Eskkar miró a su lugarteniente, sorprendido por la vehemencia de Bantor. Recordó los rumores respecto a Ariamus y Annok-sur; los había olvidado hasta ese momento. Eskkar se dio cuenta de la furia que debía de arder en el corazón de aquel hombre.

—Al menos mantén tus fuerzas unidas, Eskkar —rogó Rebba—. Dividirlas…

—No, Rebba. Lo importante es entrar en Akkad. —Eskkar habló con convicción—. Si permanecemos juntos y no podemos entrar, entonces fracasaremos. De este modo, aunque sólo la mitad de nosotros tenga éxito, podremos provocar el levantamiento de la ciudad. Además, tú dices que los hombres de Korthac están por toda Akkad. Cuantos más lugares ataquemos, mayor será la confusión.

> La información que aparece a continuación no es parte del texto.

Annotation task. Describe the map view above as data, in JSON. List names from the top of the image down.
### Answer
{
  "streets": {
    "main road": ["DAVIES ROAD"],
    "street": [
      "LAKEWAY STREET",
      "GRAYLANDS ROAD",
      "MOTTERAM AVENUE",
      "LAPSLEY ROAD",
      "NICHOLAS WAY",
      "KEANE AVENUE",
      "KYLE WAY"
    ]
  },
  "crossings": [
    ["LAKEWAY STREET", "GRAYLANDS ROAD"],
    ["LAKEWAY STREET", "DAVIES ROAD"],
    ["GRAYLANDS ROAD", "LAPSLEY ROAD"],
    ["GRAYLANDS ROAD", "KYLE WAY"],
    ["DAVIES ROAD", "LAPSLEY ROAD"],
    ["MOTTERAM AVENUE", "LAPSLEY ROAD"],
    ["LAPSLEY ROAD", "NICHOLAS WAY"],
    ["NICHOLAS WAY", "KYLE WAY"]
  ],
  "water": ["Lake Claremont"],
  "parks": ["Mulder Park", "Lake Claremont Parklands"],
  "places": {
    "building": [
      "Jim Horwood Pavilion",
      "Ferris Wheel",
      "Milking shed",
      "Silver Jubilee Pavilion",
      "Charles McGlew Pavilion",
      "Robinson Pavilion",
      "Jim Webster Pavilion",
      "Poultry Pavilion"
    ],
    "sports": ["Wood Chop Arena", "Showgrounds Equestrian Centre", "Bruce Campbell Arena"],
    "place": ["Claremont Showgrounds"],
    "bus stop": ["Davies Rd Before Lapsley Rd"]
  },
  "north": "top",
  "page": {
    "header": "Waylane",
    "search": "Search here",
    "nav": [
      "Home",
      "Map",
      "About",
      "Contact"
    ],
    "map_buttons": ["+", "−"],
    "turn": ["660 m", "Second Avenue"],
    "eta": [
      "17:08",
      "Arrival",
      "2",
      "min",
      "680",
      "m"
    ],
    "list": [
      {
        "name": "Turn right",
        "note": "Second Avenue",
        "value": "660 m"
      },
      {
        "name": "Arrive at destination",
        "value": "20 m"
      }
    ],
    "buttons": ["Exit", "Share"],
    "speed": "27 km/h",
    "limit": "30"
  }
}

Y eso me da más oportunidades de rescatar a Trella. Eskkar había decidido eso también en el río. Si conseguía salvarla, poco le importaba que todo lo demás fallara. Le daba igual que la gente de Akkad viviera con ese demonio de Korthac.

El silencio se impuso alrededor de la mesa. O ninguno de los lugartenientes de Eskkar encontraba defectos en su plan o sencillamente querían ir a luchar.

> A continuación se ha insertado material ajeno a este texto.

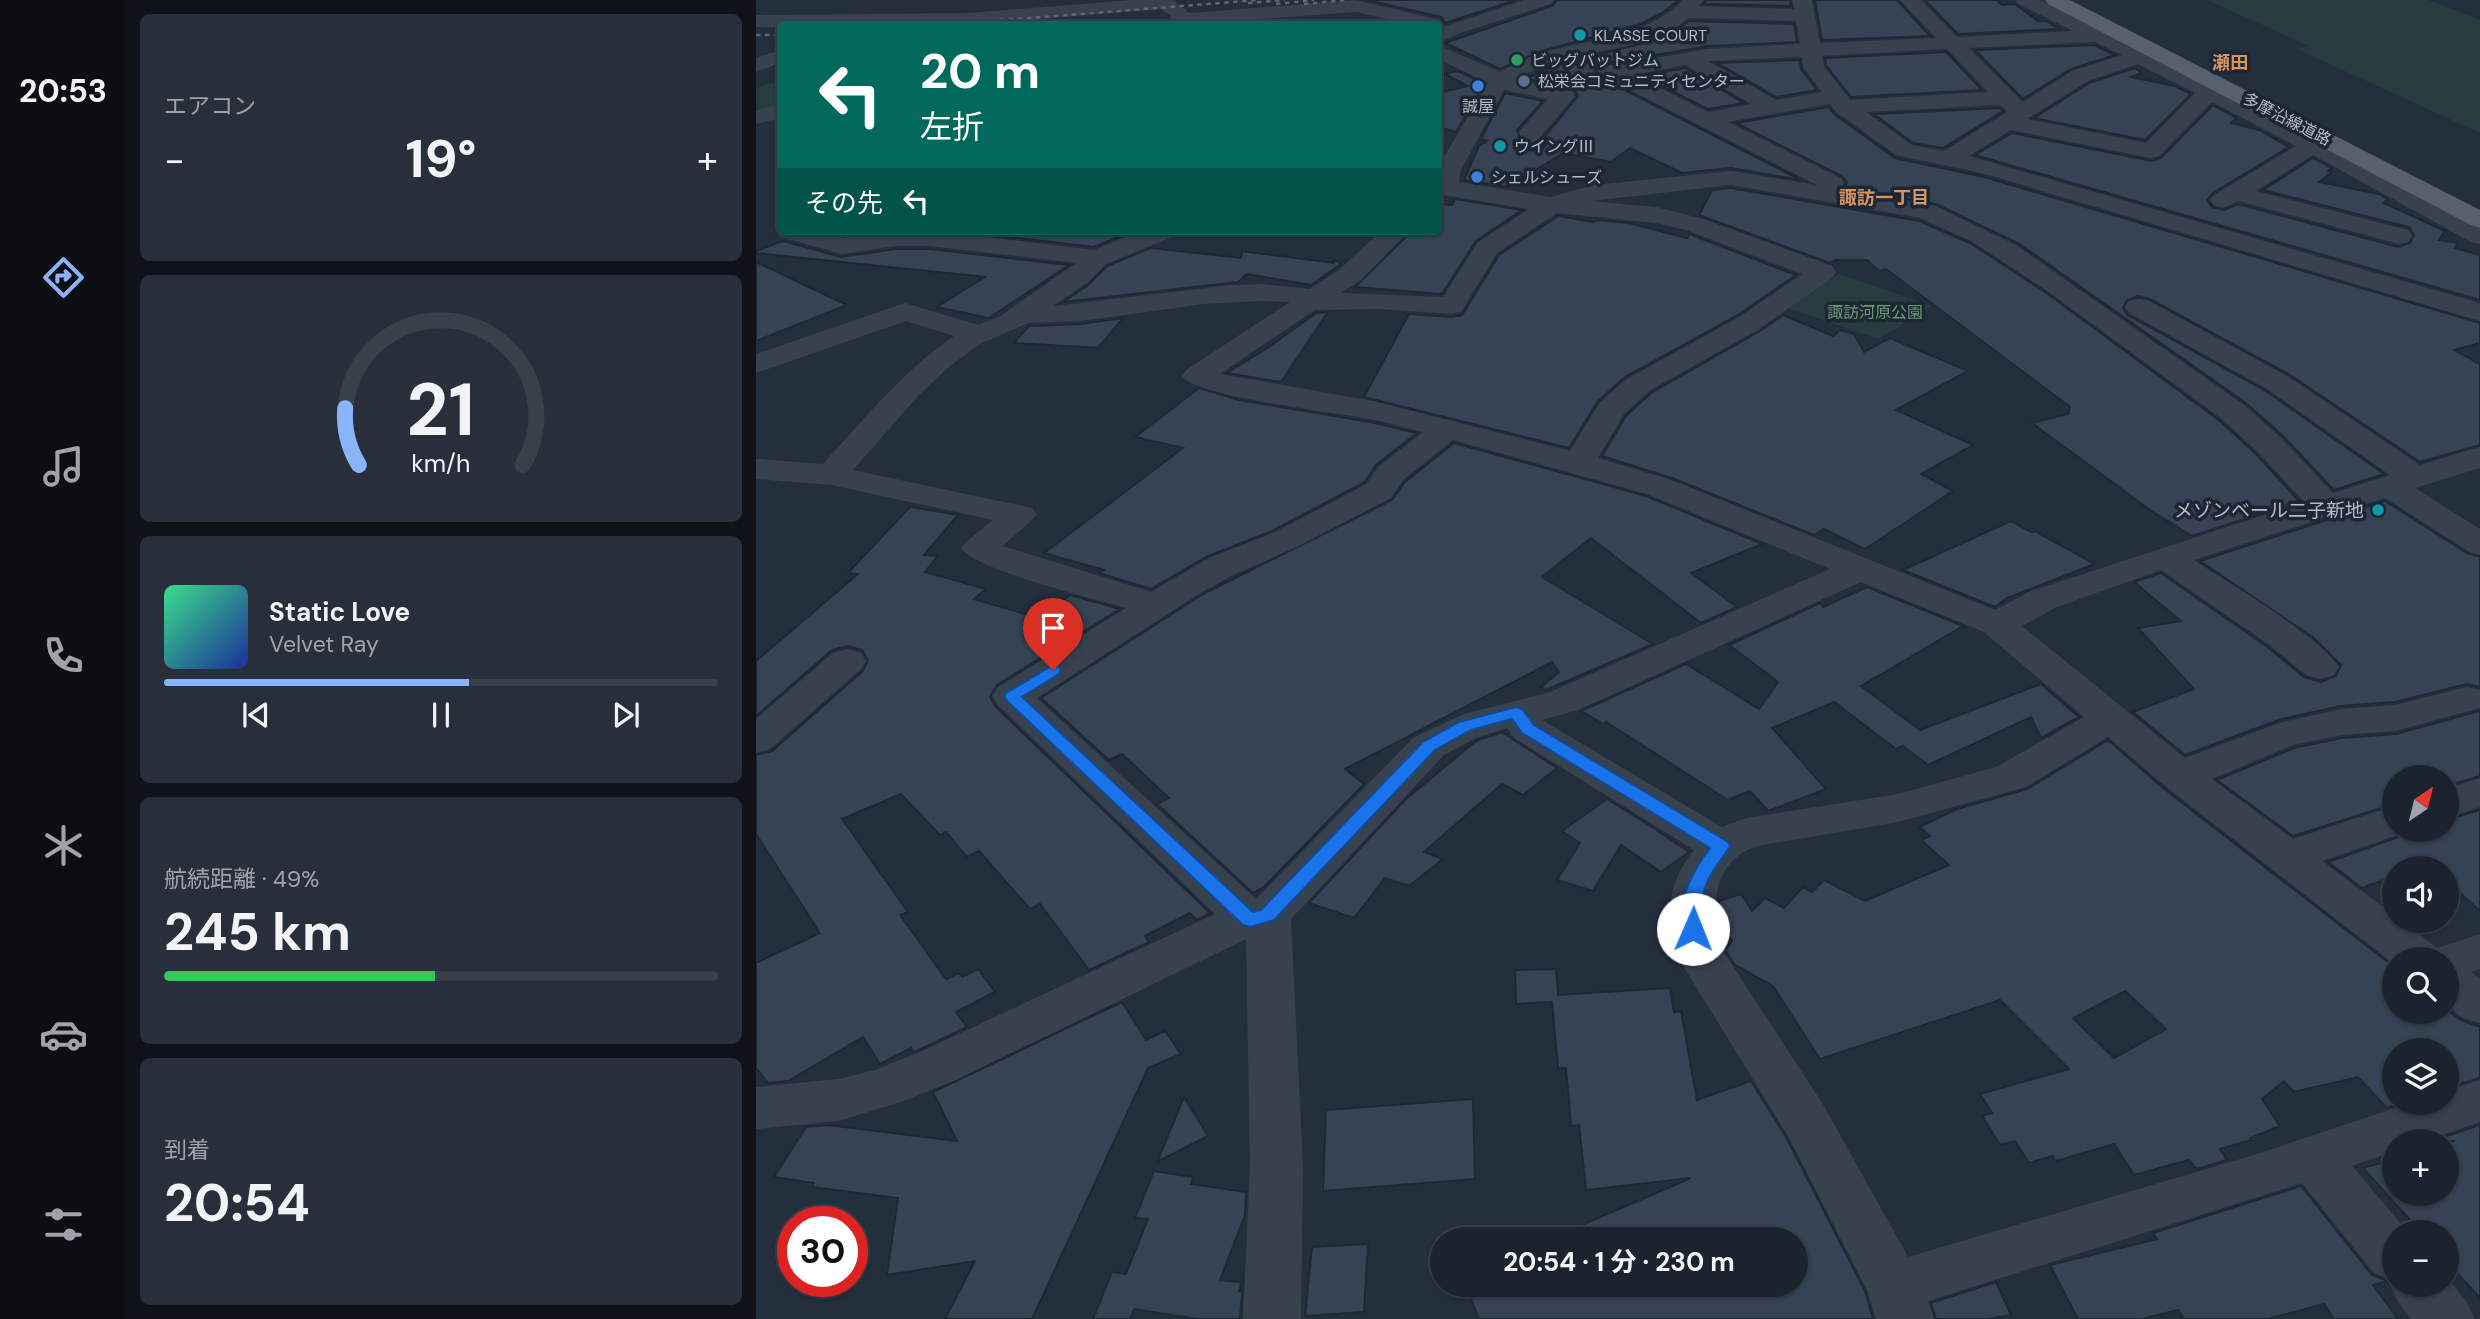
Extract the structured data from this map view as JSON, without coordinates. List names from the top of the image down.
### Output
{
  "streets": {
    "main road": ["多摩沿線道路"]
  },
  "districts": ["瀬田", "諏訪一丁目"],
  "parks": ["諏訪河原公園"],
  "places": [
    "KLASSE COURT",
    "ビッグバットジム",
    "松栄会コミュニティセンター",
    "誠屋",
    "ウイングⅢ",
    "シェルシューズ",
    "メゾンベール二子新地"
  ],
  "north": "top right",
  "page": {
    "tabs": "20:53",
    "tile": [
      "エアコン",
      ["航続距離 · 49%", "245 km"],
      ["到着", "20:54"]
    ],
    "turn": ["20 m", "左折"],
    "heat": ["−", "19°", "+"],
    "then": "その先",
    "song": ["Static Love", "Velvet Ray"],
    "map_buttons": ["+", "−"],
    "limit": "30",
    "trip": "20:54 · 1 分 · 230 m",
    "gauge": ["21", "km/h"]
  }
}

—Entonces iré contigo —dijo Rebba, con voz resignada—. Pase lo que pase, estoy comprometido. Si fracasas, me matarán y confiscarán mis propiedades. Así que recorreré las calles azuzando a la gente para que se levante, mientras te enfrentas a los soldados de Korthac. La gente me reconocerá y muchos obedecerán mis palabras, sobre todo cuando les diga que Eskkar ha regresado para salvarlos.

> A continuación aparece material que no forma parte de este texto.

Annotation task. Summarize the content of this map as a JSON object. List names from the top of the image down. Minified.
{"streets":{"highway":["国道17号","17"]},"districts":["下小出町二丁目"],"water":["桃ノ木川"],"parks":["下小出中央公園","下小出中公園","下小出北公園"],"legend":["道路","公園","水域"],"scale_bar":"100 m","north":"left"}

Eskkar comprendió la situación de Rebba. Si Eskkar fracasaba, Korthac se enteraría de la participación de Rebba. Todos arriesgarían sus vidas esa noche. Miró en torno a la mesa, pero nadie dijo nada más.

—Decidles a vuestros hombres que maten primero a los egipcios —dijo Eskkar, eligiendo sus palabras con cuidado—. El resto de la turba se dispersará. Aseguraos de que vuestros hombres griten a voz en cuello. Que su grito de batalla sea: «¡Que nadie escape!». Eso atemorizará a esos bandidos.

—Necesitamos otro grito más —sugirió Klexor—: «¡Eskkar ha regresado!». Creo que eso levantará al pueblo.

Eskkar asintió.

—Bien. Dos gritos de batalla nos harán parecer aún más fuertes.

La noche avanzaba y el tiempo de las palabras llegaba a su fin.

—Entonces comencemos. Todavía hay cosas que preparar, y no quiero que nuestros enemigos disfruten mucho del sueño antes de que los despertemos.